# [WHAT IS BEING ASKED]
If a line in the records below contains "numbered", copy that line.

Data extracted from a collection:
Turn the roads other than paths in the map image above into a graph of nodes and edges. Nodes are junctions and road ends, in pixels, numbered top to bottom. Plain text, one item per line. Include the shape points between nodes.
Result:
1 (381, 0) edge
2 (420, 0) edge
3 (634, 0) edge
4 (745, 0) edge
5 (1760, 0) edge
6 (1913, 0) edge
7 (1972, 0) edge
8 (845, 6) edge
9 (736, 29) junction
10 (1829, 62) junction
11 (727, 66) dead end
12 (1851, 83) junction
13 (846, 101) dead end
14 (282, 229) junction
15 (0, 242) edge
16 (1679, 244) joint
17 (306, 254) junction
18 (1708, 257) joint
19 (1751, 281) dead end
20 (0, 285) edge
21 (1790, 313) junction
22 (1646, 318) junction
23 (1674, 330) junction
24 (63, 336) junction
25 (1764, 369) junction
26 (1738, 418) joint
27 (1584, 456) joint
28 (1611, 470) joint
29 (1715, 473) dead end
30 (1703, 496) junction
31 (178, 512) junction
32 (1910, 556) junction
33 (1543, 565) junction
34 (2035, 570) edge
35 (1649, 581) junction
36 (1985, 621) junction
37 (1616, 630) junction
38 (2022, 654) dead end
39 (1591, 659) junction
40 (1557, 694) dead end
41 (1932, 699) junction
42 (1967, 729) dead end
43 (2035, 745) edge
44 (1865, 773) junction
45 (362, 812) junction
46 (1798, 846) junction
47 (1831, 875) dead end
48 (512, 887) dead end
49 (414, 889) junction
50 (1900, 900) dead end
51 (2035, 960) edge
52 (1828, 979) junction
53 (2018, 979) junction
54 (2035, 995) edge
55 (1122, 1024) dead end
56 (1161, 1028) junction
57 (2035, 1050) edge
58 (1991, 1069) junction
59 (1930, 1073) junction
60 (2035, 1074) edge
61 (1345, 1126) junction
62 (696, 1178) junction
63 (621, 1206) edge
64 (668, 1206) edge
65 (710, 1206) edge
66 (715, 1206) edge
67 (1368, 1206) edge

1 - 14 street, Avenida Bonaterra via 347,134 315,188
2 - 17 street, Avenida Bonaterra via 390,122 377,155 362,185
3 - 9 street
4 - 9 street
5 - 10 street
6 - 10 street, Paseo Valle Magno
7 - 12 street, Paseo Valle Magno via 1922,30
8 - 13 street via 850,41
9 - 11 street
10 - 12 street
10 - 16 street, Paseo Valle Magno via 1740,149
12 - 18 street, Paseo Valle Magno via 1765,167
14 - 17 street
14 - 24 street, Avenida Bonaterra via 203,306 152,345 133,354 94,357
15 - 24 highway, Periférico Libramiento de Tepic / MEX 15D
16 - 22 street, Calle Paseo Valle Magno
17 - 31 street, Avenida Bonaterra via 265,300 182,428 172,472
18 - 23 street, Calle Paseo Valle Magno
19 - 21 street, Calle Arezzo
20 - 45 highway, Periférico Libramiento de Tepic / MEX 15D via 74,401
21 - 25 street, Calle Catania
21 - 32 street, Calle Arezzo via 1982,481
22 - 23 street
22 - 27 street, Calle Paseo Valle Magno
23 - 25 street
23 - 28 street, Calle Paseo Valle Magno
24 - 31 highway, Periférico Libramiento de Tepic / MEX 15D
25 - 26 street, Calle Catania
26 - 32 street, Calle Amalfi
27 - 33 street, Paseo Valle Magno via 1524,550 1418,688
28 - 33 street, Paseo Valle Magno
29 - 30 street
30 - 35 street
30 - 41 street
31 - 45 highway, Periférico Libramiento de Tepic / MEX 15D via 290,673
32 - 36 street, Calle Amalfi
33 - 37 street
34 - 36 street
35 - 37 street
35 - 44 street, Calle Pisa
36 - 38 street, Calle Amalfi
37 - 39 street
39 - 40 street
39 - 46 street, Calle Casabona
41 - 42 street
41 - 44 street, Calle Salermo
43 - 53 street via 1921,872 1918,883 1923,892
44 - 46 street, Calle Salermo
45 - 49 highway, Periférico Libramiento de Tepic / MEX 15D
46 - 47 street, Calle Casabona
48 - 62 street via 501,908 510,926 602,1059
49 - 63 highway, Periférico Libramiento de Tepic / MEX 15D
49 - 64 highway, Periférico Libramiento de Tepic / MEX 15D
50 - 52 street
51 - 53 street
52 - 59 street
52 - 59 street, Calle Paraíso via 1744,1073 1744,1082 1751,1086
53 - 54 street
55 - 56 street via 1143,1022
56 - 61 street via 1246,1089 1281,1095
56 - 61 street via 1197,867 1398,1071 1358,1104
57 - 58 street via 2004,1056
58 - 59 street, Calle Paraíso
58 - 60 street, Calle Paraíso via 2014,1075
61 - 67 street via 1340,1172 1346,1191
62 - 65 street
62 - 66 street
* * *
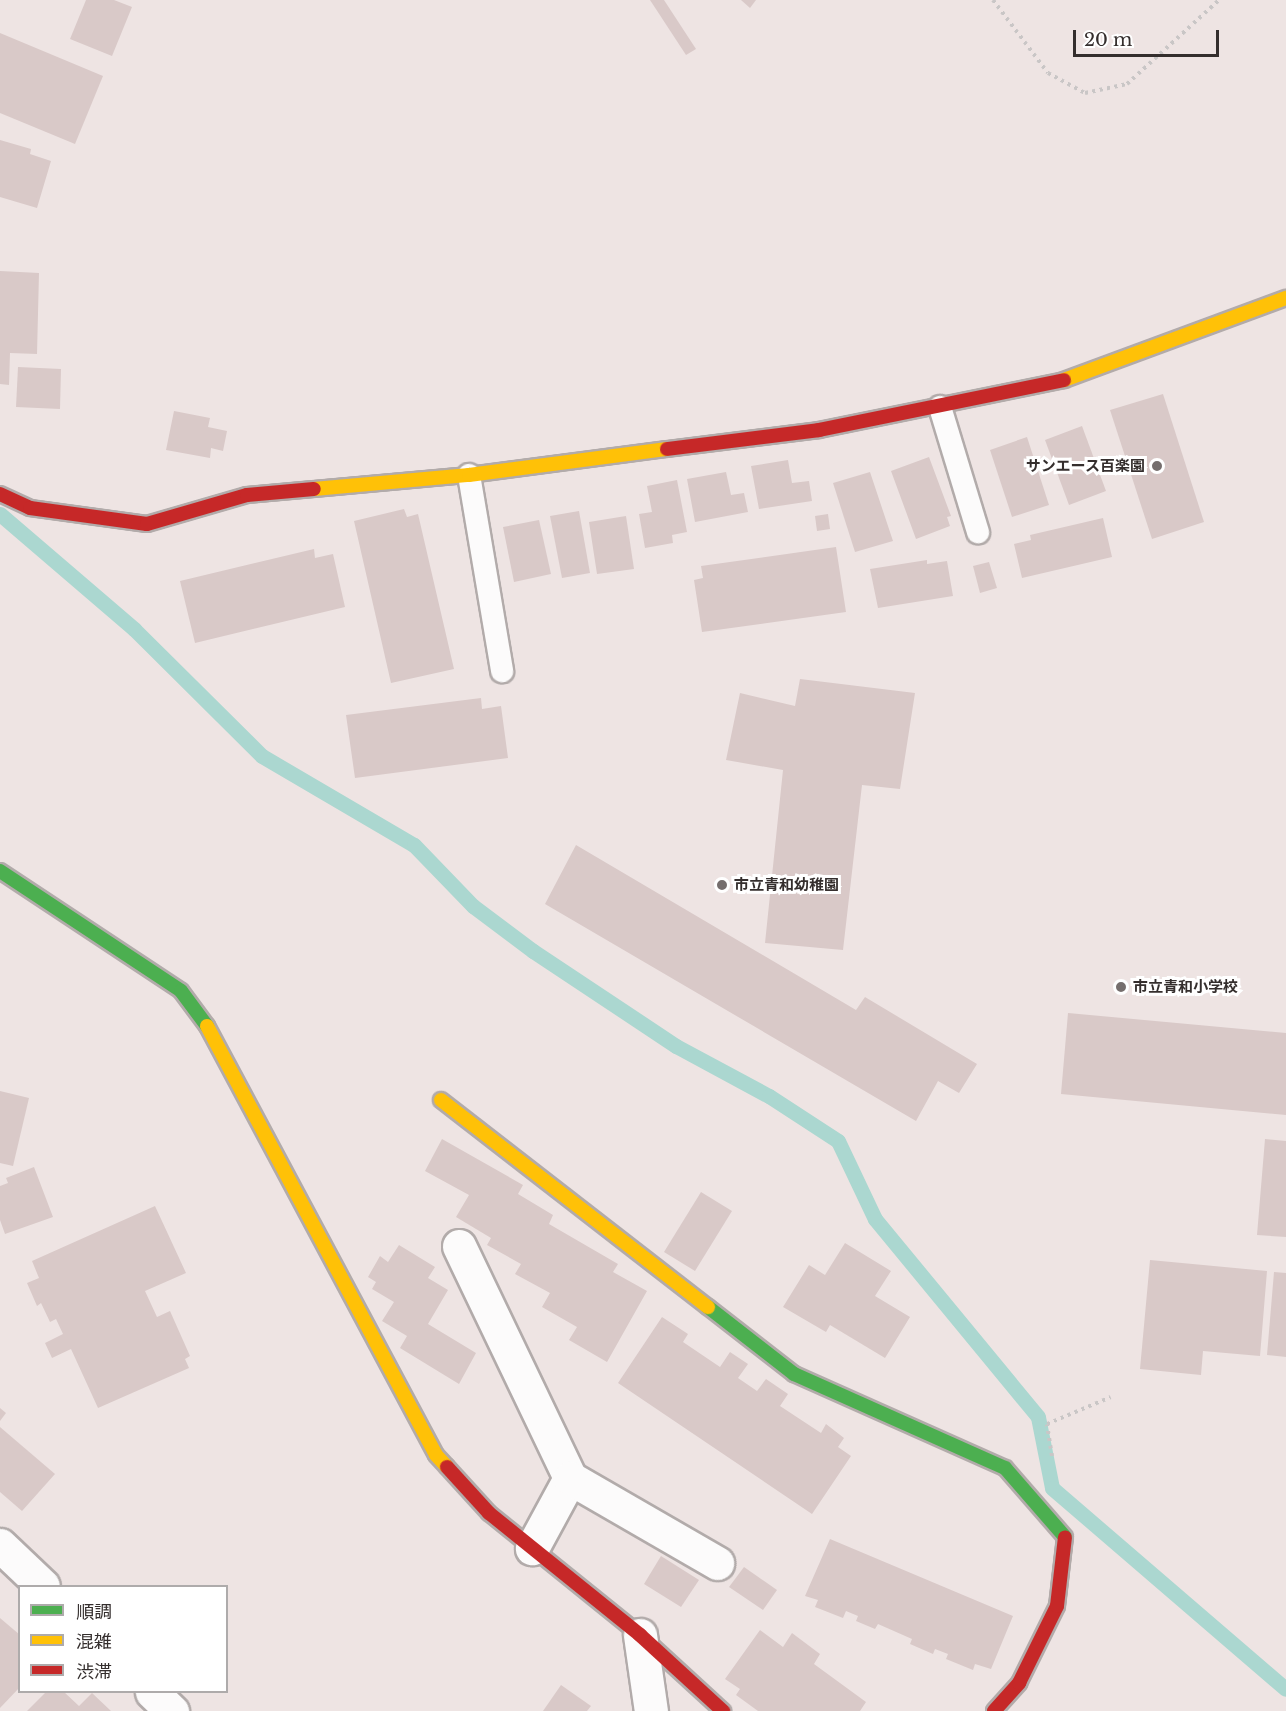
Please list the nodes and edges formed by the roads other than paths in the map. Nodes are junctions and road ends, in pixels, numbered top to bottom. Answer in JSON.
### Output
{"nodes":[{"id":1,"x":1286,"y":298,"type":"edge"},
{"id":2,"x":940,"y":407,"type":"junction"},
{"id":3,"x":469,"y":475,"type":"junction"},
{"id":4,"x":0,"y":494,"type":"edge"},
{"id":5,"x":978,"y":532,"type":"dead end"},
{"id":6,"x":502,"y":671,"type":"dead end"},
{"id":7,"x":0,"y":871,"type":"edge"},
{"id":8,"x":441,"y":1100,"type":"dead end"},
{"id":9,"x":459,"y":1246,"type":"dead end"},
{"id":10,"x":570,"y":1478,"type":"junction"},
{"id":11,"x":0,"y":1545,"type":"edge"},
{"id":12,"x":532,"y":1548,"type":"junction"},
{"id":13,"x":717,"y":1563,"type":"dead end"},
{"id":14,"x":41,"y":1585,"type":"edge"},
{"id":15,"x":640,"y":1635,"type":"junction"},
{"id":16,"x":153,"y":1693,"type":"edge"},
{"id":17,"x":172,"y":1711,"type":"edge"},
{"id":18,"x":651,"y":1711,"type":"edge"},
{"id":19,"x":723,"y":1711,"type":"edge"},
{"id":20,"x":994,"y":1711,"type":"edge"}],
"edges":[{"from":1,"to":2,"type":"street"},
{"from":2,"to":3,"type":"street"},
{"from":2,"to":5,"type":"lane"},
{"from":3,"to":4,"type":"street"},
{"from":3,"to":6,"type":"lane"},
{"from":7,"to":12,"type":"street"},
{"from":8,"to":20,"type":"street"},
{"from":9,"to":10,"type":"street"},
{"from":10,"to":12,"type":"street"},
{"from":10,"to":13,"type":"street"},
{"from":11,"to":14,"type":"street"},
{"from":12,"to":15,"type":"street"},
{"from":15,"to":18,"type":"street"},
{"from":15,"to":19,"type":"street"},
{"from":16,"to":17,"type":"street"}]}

# [ANSWER TO THIS TASK]
Turn the roads other than paths in the map image above into a graph of nodes and edges. Nodes are junctions and road ends, in pixels, numbered top to bottom. Plain text, one item per line. Include the shape points between nodes.
Please list the nodes and edges formed by the roads other than paths in the map. Nodes are junctions and road ends, in pixels, numbered top to bottom. Answer in JSON.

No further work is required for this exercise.